Small gash, big headache
The crew and officials from US space agency Nasa inspected the 9cm gash that extended over two of the ship’s heat-resistant belly tiles.
Nasa said the gouge looked only slightly worse than it did in orbit, and that no charring was found on the exposed felt material which is the last barrier before the shuttle aluminium frame.
The tear on the shuttle’s protective tiles was caused by falling debris during lift-off, similar to what happened in the Columbia disaster in 2003.
A chunk of fly-away foam had damaged the shuttle Columbia’s wing, allowing hot gases to seep in during the re-entry and tear the shuttle apart, killing all seven astronauts on board.
Endeavour’s crew emerging
from the shuttle [AFP]
Commander Scott Kelly said he was “a little bit underwhelmed” when he saw the gouge for himself after landing.
“We knew how big it was conceptually. We were told the dimensions. But to see it, it looked rather small,” he said.
Nasa has three more launches scheduled that risk suffering the same kind of damage, but engineers are considering short-term options including shaving some foam from the brackets and applying oil to reduce condensation and ice build-up.
Michael Griffin, Nasa’s administrator, said he must satisfied that any proposed change “is necessary and, in fact, beneficial” before ordering modifications.
Since the damage was reported and right up until landing, Nasa had stressed that the gash in Endeavour’s belly would not endanger the shuttle during its landing.
The agency is trying to determine whether the piece of debris was foam, ice or a combination of both, and engineers say launch debris can never be entirely eliminated.

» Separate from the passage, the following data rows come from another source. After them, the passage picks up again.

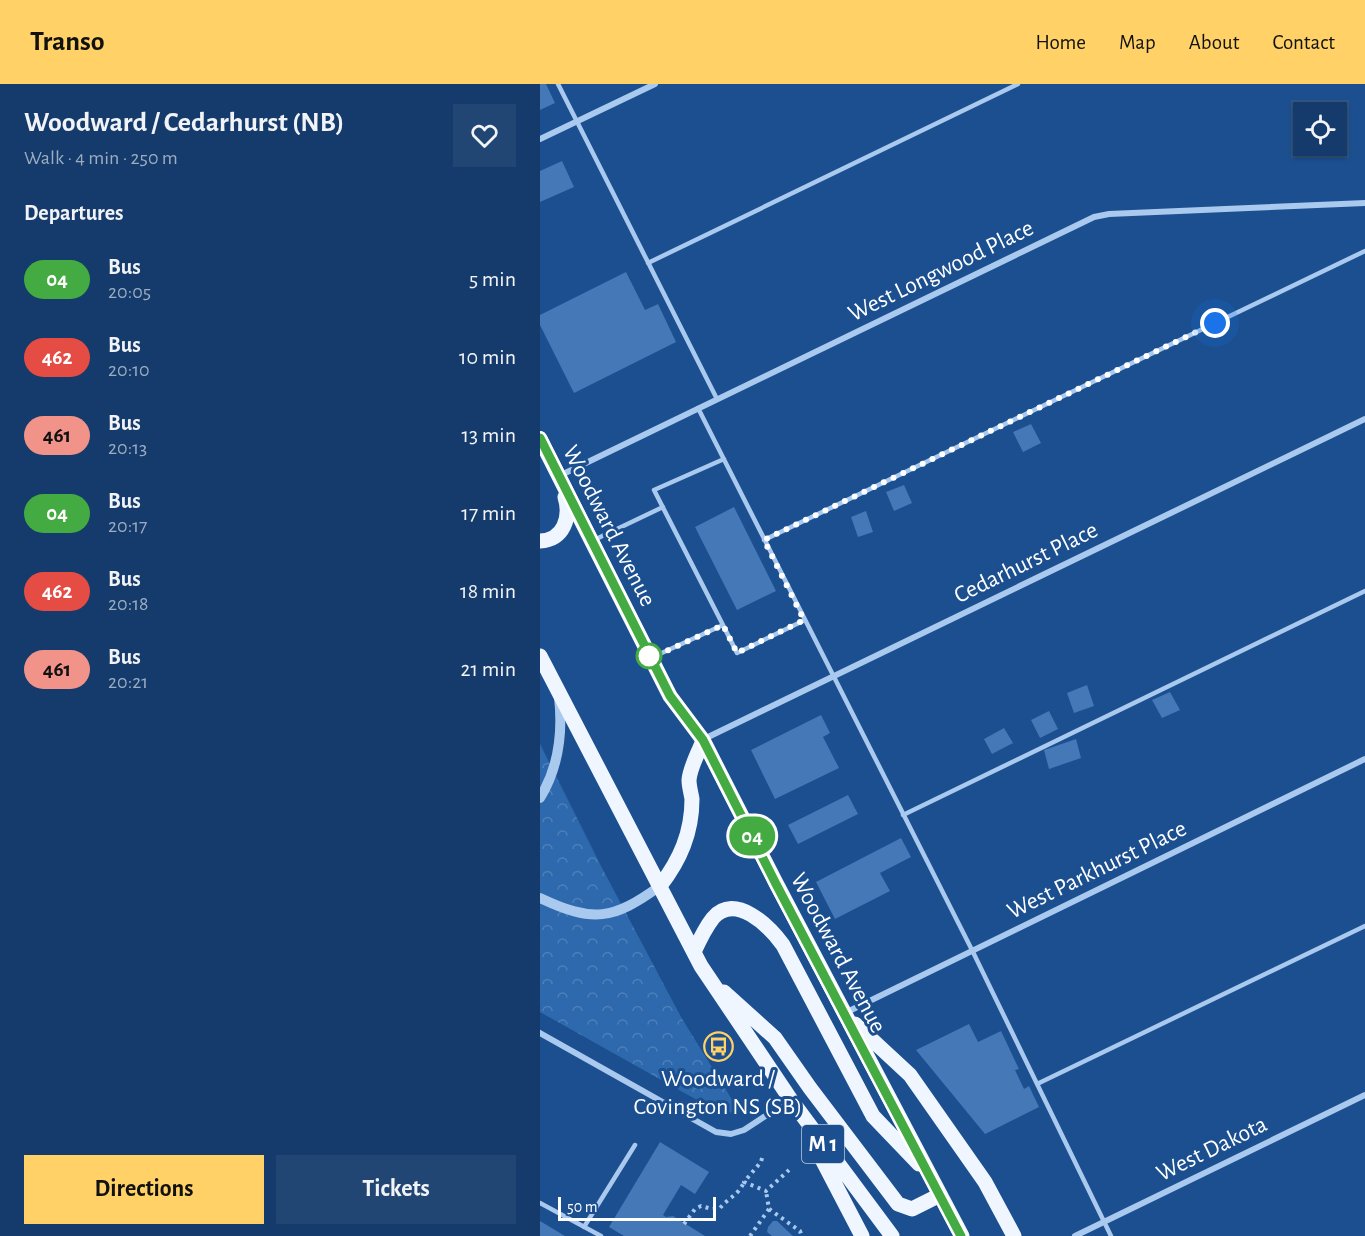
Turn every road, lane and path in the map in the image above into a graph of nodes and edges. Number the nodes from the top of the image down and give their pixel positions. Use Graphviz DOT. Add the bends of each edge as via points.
graph roads {
  1 [pos="558,84"];
  2 [pos="655,84"];
  3 [pos="1018,84"];
  4 [pos="577,121"];
  5 [pos="540,139"];
  6 [pos="1365,203"];
  7 [pos="1365,251"];
  8 [pos="648,263"];
  9 [pos="717,399"];
  10 [pos="698,408"];
  11 [pos="1365,419"];
  12 [pos="540,438"];
  13 [pos="724,459"];
  14 [pos="559,476"];
  15 [pos="663,507"];
  16 [pos="764,540"];
  17 [pos="540,541"];
  18 [pos="591,541"];
  19 [pos="1365,591"];
  20 [pos="804,620"];
  21 [pos="723,625"];
  22 [pos="540,656"];
  23 [pos="651,658"];
  24 [pos="833,677"];
  25 [pos="558,694"];
  26 [pos="703,740"];
  27 [pos="1365,759"];
  28 [pos="540,798"];
  29 [pos="903,815"];
  30 [pos="660,886"];
  31 [pos="540,898"];
  32 [pos="1365,926"];
  33 [pos="972,950"];
  34 [pos="694,952"];
  35 [pos="709,978"];
  36 [pos="844,1014"];
  37 [pos="540,1033"];
  38 [pos="1037,1084"];
  39 [pos="1365,1095"];
  40 [pos="790,1100"];
  41 [pos="635,1145"];
  42 [pos="762,1158"];
  43 [pos="789,1170"];
  44 [pos="931,1177"];
  45 [pos="744,1182"];
  46 [pos="766,1191"];
  47 [pos="940,1195"];
  48 [pos="540,1203"];
  49 [pos="769,1209"];
  50 [pos="1104,1222"];
  51 [pos="684,1224"];
  52 [pos="584,1227"];
  53 [pos="801,1234"];
  54 [pos="602,1236"];
  55 [pos="750,1236"];
  56 [pos="862,1236"];
  57 [pos="892,1236"];
  58 [pos="962,1236"];
  59 [pos="1014,1236"];
  60 [pos="1076,1236"];
  61 [pos="1111,1236"];
  1 -- 4 [label="lane"];
  2 -- 4 [label="street"];
  3 -- 8 [label="lane"];
  4 -- 5 [label="street"];
  4 -- 8 [label="lane"];
  6 -- 9 [label="street, West Longwood Place" via="1094,217"];
  7 -- 16 [label="lane"];
  8 -- 9 [label="lane"];
  9 -- 10 [label="street, West Longwood Place"];
  10 -- 13 [label="lane"];
  10 -- 14 [label="street, West Longwood Place"];
  11 -- 24 [label="street, Cedarhurst Place"];
  12 -- 14 [label="main road, Woodward Avenue"];
  13 -- 15 [label="lane" via="654,490"];
  13 -- 16 [label="lane"];
  14 -- 17 [label="main road" via="567,505 566,525 547,541"];
  14 -- 18 [label="main road, Woodward Avenue"];
  15 -- 18 [label="lane"];
  15 -- 21 [label="lane"];
  16 -- 20 [label="lane"];
  18 -- 23 [label="main road, Woodward Avenue"];
  19 -- 29 [label="lane"];
  20 -- 21 [label="lane" via="737,653"];
  20 -- 24 [label="lane"];
  21 -- 23 [label="lane"];
  22 -- 25 [label="main road, M 1"];
  23 -- 26 [label="main road, Woodward Avenue" via="670,696"];
  24 -- 26 [label="street, Cedarhurst Place"];
  24 -- 29 [label="lane"];
  25 -- 28 [label="street" via="559,749"];
  25 -- 30 [label="main road, M 1"];
  26 -- 30 [label="main road" via="689,779 692,798 688,834 677,861"];
  26 -- 36 [label="main road, Woodward Avenue"];
  27 -- 33 [label="street, West Parkhurst Place"];
  29 -- 33 [label="lane"];
  30 -- 31 [label="street" via="617,912 595,915 565,910"];
  30 -- 34 [label="main road, M 1"];
  32 -- 38 [label="lane"];
  33 -- 36 [label="street, West Parkhurst Place"];
  33 -- 38 [label="lane"];
  34 -- 35 [label="main road, M 1"];
  34 -- 44 [label="main road" via="712,918 723,911 746,912 766,925 783,945 873,1116"];
  35 -- 40 [label="main road, M 1"];
  35 -- 47 [label="main road" via="775,1038 898,1204 912,1209"];
  36 -- 44 [label="main road, Woodward Avenue"];
  36 -- 59 [label="main road" via="910,1075 986,1182"];
  37 -- 40 [label="street" via="716,1132 731,1134 744,1130"];
  38 -- 50 [label="lane"];
  39 -- 50 [label="street, West Dakota"];
  40 -- 56 [label="main road"];
  40 -- 57 [label="main road, M 1"];
  41 -- 52 [label="lane"];
  42 -- 45 [label="path"];
  43 -- 46 [label="path"];
  44 -- 47 [label="main road, Woodward Avenue"];
  45 -- 46 [label="path"];
  45 -- 51 [label="path" via="739,1193 720,1208 701,1206"];
  46 -- 49 [label="path"];
  47 -- 58 [label="main road, Woodward Avenue"];
  48 -- 52 [label="lane"];
  49 -- 53 [label="path"];
  49 -- 55 [label="path"];
  50 -- 60 [label="street, West Dakota"];
  50 -- 61 [label="lane"];
  52 -- 54 [label="lane"];
}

Bill Gerstenmaier, Nasa’s space operations chief, said of the problem: “We’ve really taken this huge complex problem… and we’ve really shrunk it down to just very, very few areas, essentially ounce-size pieces of foam that we need to go work with.”
Nasa has targeted the next flight for October 23 when a connecting hub will be installed on the station so two new laboratories built by Europe and Japan can be linked up to the complex later this year and in 2008.